Why do I need treatment?

An impacted wisdom tooth can cause a number of problems that mean the tooth is best removed.

Most commonly these are:

  • Repeated attacks of infection in the gum surrounding the tooth. This leads to pain and swelling.
  • Food packing which causes decay in either the wisdom tooth or the tooth in front.
  • Cysts can form around the wisdom tooth if it does not come into the mouth properly. A cyst occurs when fluid fills the sack that normally surrounds a developing wisdom tooth.  

What does the treatment involve?

Because the wisdom tooth has not fully erupted into the mouth it is often necessary to make a cut in the gum over the tooth.

Sometimes it is also necessary to remove some bone surrounding the crown (upper portion) of the wisdom tooth. Not infrequently the tooth needs to be cut into 2 or 3 pieces to remove it. Once the wisdom tooth has been removed the gum is put back into place with stitches. In the majority of cases these stitches are dissolvable and take around two weeks to disappear.

The technique of coronectomy is also practiced by some surgeons. In this technique the upper portion of the wisdom tooth is removed (decoronation) leaving some of the tooth roots behind in an attempt to minimise the risk of nerve damage.

Early studies suggest that there may be a reduced risk of inferior dental nerve injury (the nerve giving sensation to the lower lip and skin over the chin) using this technique. 

However, there can be up to a 15% complication rate due to migration of the retained root or delayed healing, resulting in a need for further surgery.

For more information on Wisdom Teeth Extraction please contact us here.

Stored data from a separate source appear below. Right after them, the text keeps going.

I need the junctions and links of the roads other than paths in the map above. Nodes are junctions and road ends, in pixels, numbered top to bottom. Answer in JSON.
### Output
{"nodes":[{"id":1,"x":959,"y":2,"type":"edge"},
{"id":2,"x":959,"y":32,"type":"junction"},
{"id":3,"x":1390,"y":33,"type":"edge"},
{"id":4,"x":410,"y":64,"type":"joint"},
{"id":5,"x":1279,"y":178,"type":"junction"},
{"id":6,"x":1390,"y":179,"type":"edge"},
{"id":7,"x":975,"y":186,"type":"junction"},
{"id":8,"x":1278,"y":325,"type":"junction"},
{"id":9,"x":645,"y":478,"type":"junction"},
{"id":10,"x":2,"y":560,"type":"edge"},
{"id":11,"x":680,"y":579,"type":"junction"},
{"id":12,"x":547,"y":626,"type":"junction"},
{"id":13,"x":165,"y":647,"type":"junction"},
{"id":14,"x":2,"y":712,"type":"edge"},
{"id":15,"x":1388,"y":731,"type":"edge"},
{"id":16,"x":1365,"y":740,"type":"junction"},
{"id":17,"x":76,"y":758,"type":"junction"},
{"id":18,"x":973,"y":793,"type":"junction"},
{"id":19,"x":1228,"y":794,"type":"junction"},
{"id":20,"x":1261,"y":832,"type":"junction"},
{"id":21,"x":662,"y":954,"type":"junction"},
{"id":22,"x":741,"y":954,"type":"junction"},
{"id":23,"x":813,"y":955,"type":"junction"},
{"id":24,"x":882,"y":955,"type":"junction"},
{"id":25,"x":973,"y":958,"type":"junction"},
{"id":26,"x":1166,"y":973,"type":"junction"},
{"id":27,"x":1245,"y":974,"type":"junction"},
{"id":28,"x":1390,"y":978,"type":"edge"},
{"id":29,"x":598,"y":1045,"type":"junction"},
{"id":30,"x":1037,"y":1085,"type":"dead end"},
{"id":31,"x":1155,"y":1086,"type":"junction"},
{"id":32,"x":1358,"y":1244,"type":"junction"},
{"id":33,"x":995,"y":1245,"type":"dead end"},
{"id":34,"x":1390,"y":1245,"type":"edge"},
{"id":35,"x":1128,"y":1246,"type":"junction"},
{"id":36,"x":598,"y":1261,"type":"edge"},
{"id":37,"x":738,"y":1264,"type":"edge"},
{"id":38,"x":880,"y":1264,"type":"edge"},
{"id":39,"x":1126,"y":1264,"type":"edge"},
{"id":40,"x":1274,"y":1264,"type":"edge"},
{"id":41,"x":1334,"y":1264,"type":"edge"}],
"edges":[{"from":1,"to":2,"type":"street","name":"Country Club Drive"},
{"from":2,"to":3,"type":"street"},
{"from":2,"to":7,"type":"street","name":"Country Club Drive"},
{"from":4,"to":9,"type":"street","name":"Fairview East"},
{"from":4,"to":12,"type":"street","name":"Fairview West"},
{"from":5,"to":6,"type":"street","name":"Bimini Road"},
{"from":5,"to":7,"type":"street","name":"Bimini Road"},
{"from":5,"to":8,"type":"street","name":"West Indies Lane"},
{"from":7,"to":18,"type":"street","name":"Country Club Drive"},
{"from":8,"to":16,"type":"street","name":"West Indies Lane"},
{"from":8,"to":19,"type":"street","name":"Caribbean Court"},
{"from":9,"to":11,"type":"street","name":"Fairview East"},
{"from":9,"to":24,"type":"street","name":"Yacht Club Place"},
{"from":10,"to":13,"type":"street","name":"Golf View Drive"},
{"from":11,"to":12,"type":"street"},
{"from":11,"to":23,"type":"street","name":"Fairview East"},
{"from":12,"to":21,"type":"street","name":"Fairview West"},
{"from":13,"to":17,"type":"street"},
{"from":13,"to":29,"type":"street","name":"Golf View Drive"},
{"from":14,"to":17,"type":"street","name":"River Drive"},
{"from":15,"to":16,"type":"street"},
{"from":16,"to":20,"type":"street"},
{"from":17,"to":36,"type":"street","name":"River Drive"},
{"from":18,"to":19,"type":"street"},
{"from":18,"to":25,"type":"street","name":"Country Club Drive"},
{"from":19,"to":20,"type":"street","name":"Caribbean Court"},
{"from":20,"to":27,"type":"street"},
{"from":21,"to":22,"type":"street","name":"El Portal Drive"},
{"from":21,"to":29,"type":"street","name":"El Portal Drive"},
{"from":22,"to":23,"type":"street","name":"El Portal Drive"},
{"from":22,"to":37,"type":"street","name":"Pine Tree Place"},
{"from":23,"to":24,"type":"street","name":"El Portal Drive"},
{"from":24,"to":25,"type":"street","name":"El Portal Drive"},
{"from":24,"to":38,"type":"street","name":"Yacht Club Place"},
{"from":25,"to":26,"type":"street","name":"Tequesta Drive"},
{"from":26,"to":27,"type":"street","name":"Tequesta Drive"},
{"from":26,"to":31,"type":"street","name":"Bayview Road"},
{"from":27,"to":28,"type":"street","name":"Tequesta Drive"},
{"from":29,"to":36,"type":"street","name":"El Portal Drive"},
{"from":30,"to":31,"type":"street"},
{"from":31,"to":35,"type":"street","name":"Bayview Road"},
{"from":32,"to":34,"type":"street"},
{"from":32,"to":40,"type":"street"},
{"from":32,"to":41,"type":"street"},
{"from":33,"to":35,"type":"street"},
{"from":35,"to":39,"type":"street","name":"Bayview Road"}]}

The possible side effects / problems of Wisdom Teeth Extraction

Swelling

This is the most common side effect and usually lasts for up to 14 days. The amount of swelling varies from patient to patient. In addition to this the application of an ice pack during the first 24 hours post-operatively may help. Do not apply the ice pack directly to your skin – wrap the ice pack in a towel first.

 

Restricted Mouth Opening

This is a consequence of the swelling and often settles once the swelling disappears. During this time when your mouth opening is restricted you may have to modify your diet, eating soft foods. There are however no hard and fast rules about what you should eat. You must however keep your mouth as clean as possible to reduce the risks of infection using regular mouthwashes.

Bleeding

Although there may be a little bleeding at the time of the extraction this usually stops very quickly and is unlikely to be a problem if the wound is stitched. Should the area bleed again when you get home this can usually be stopped by applying pressure over the area for at least 10 minutes with a rolled up damp handkerchief or swab. If the bleeding does not stop, please contact the department.

Weakening of the Jaw

In exceptional cases wisdom tooth removal can cause significant weakening of the jaw with the resultant possibility of jaw fracture. The incidence of this happening is extremely low and is significantly less than 1% (less than 1 in 100).

 

Infection

An infection in the space left following wisdom tooth removal is often referred to as a dry socket. The incidence of this happening is low being in the order of 2%. It can be minimised by adopting scrupulous oral hygiene during the recovery phase. This usually encompasses normal tooth brushing with additional mouthwashes as advised plus the avoidance of smoking.

Nerve Injury

Two nerves lie in close proximity to impacted wisdom teeth. The lingual nerve provides sensation in your tongue whilst the inferior alveolar nerve gives sensation to the lower lip and skin overlying the chin. Occasionally these nerves may be bruised during tooth removal. If this happens then you may have either numbness or pins and needles in either the tongue, lower lip, skin over the chin or any combination of these.
Rarely taste can be affected. This however is uncommon. Rarely the nerve damage can be permanent. Most of the time it is temporary although it can take up to 18 months to recover. On occasions it may not fully recover and on occasional patients may be left with patches of numbness.